Records from a collection:
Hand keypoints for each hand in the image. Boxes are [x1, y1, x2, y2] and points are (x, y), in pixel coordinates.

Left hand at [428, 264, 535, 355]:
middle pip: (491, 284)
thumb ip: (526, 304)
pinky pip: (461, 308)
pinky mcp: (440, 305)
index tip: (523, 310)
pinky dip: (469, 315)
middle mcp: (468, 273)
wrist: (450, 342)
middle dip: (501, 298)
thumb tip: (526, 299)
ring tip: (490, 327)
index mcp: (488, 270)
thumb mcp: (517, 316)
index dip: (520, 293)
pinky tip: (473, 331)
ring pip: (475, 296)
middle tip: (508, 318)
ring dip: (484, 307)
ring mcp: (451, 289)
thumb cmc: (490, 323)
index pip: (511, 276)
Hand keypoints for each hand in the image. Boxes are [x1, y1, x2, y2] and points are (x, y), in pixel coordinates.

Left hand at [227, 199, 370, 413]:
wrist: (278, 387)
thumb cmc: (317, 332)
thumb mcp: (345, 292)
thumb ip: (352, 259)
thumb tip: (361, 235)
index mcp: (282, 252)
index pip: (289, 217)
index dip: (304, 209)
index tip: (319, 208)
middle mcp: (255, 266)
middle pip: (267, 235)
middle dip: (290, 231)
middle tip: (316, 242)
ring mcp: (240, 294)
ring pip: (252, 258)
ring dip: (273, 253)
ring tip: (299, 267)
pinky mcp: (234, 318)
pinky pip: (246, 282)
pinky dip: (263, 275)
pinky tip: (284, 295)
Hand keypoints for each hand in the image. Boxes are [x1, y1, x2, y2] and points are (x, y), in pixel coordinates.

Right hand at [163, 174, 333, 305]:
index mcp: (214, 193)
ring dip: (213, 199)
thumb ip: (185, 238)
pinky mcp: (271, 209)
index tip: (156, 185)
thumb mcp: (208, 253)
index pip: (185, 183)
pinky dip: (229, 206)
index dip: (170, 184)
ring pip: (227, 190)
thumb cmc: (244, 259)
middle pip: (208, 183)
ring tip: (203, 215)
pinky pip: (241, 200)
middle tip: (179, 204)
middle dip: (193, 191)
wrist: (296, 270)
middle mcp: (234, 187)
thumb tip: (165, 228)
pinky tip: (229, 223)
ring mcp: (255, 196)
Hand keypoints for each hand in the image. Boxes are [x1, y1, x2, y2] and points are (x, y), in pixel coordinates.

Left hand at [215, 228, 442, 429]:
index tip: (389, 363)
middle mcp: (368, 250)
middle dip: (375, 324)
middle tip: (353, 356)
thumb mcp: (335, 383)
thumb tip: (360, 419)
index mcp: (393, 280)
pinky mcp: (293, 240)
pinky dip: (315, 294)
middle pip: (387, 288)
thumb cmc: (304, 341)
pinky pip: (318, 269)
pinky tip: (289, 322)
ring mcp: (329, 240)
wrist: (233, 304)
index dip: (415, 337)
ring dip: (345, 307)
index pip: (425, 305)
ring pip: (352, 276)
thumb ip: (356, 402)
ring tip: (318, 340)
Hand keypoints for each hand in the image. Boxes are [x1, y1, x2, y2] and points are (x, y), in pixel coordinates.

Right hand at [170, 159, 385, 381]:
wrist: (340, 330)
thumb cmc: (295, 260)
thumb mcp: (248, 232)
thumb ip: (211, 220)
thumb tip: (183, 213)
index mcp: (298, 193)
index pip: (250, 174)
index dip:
...
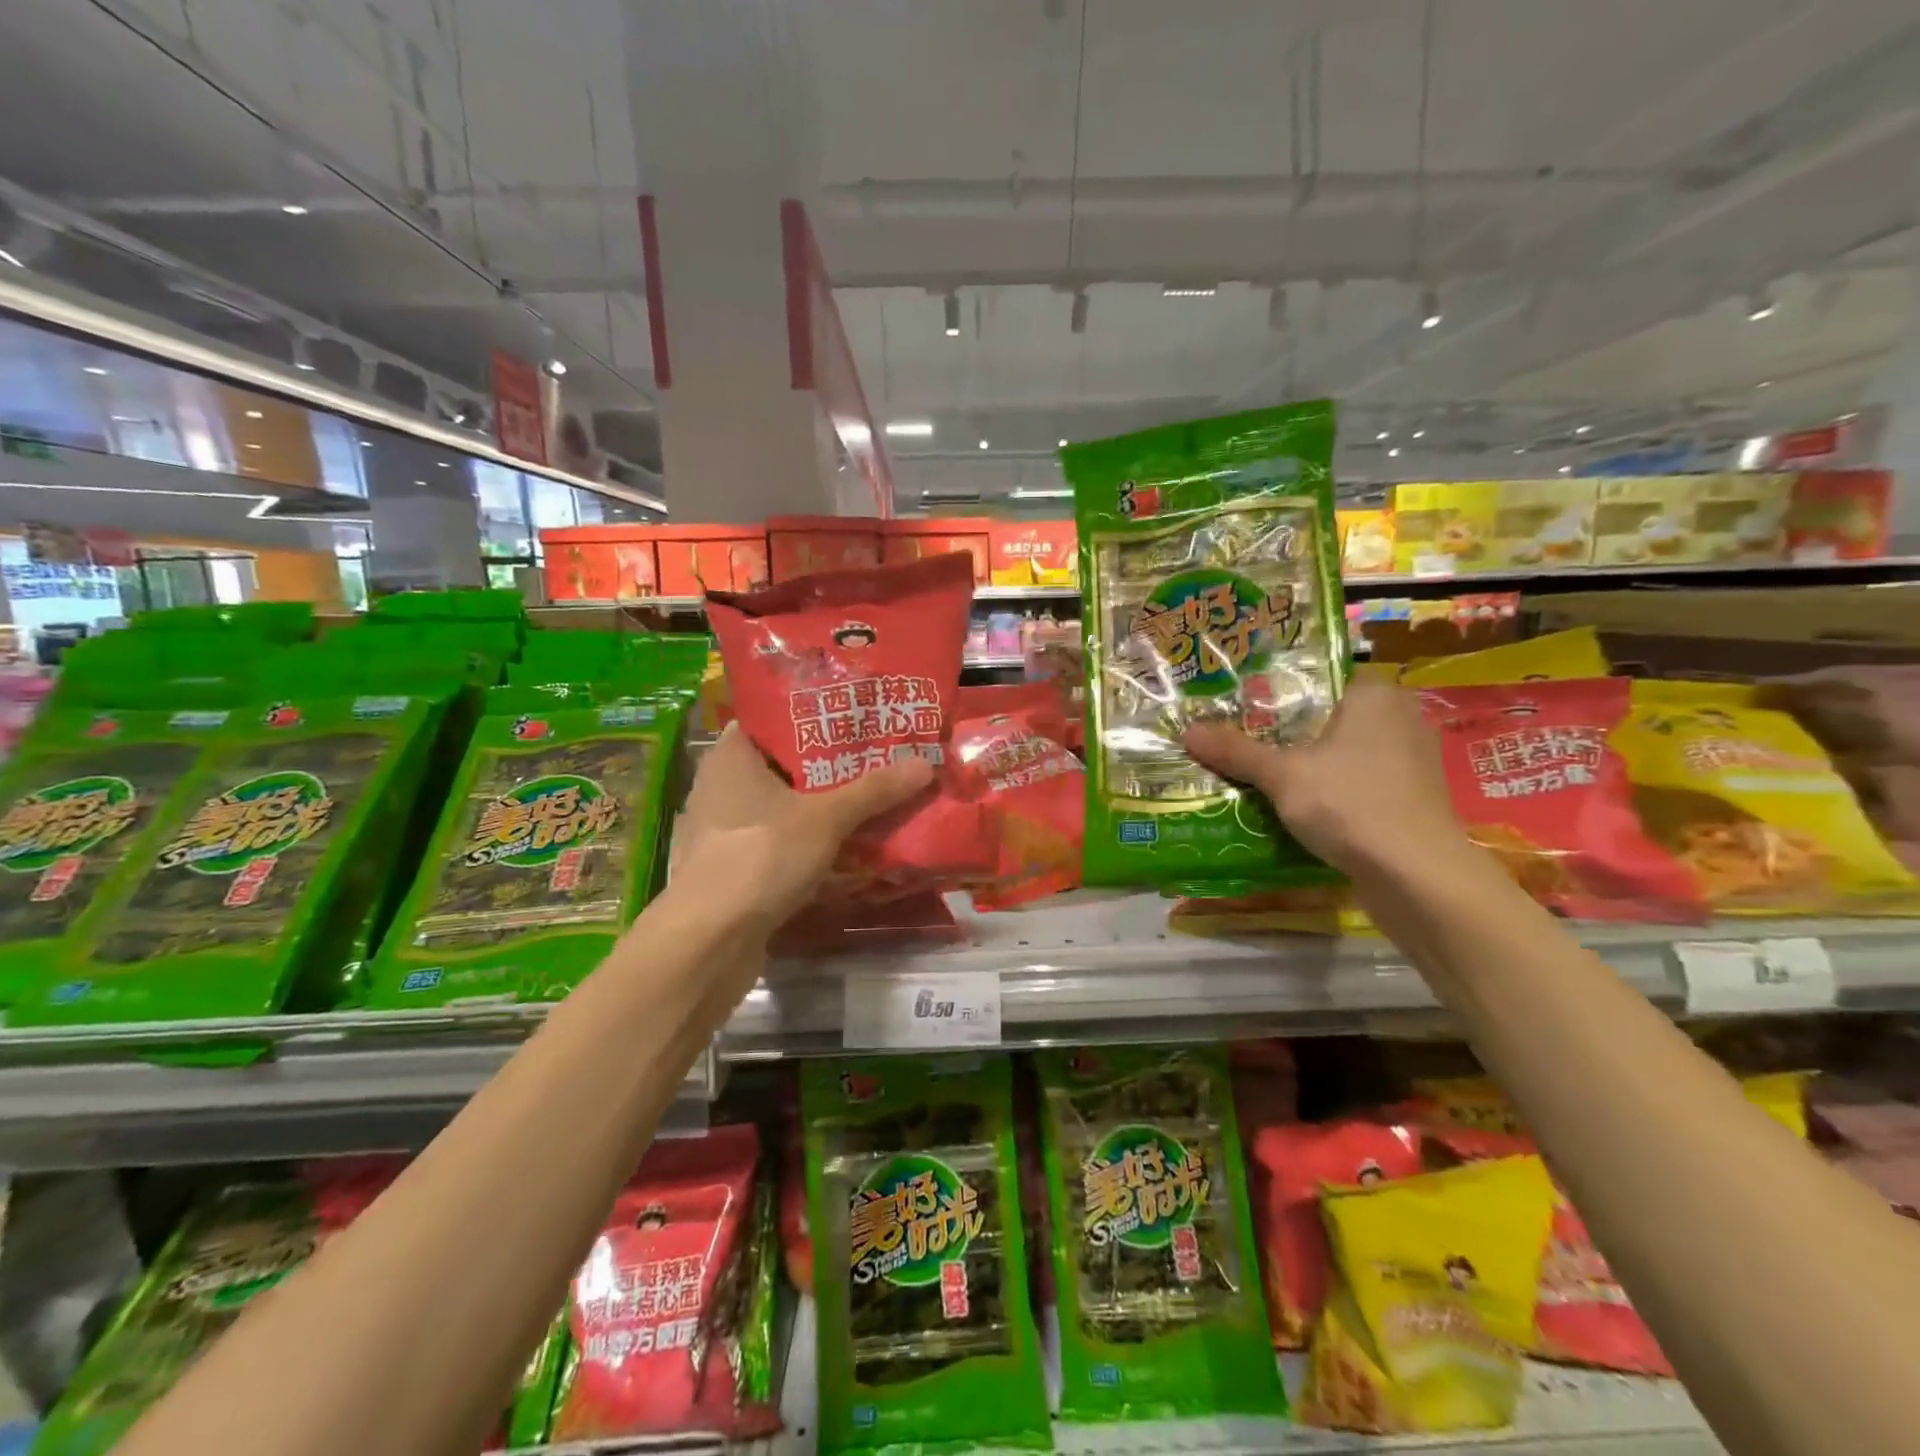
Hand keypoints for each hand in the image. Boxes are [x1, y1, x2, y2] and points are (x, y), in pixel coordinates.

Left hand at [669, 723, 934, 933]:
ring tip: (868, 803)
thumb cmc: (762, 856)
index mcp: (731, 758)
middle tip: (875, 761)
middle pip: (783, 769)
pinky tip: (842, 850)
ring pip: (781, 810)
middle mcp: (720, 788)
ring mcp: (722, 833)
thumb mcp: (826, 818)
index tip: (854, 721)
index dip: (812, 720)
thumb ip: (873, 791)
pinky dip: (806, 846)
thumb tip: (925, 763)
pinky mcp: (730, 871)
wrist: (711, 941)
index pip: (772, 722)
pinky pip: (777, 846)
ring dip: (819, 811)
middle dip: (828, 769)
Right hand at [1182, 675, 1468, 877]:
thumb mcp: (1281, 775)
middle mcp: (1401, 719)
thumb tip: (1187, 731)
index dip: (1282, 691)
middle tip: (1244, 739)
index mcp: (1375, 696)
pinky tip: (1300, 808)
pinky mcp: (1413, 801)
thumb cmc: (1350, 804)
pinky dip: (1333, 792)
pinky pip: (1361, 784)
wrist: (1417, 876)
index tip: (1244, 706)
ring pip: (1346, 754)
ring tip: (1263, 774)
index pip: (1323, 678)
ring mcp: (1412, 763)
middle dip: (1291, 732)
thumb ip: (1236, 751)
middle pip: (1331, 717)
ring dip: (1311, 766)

*Problem requirements*: There is a run of lines above from the one with "index tip: (319, 208)" to the one with "pinky tip: (284, 295)"; print exactly that run, both ends included, and nothing else.

*Result below*:
index tip: (319, 208)
middle mcp: (255, 266)
middle pip: (267, 235)
middle dip: (290, 231)
middle tip: (316, 242)
ring mcp: (240, 294)
ring pip: (252, 258)
ring dip: (273, 253)
ring tip: (299, 267)
pinky mcp: (234, 318)
pinky pip: (246, 282)
pinky dip: (263, 275)
pinky tip: (284, 295)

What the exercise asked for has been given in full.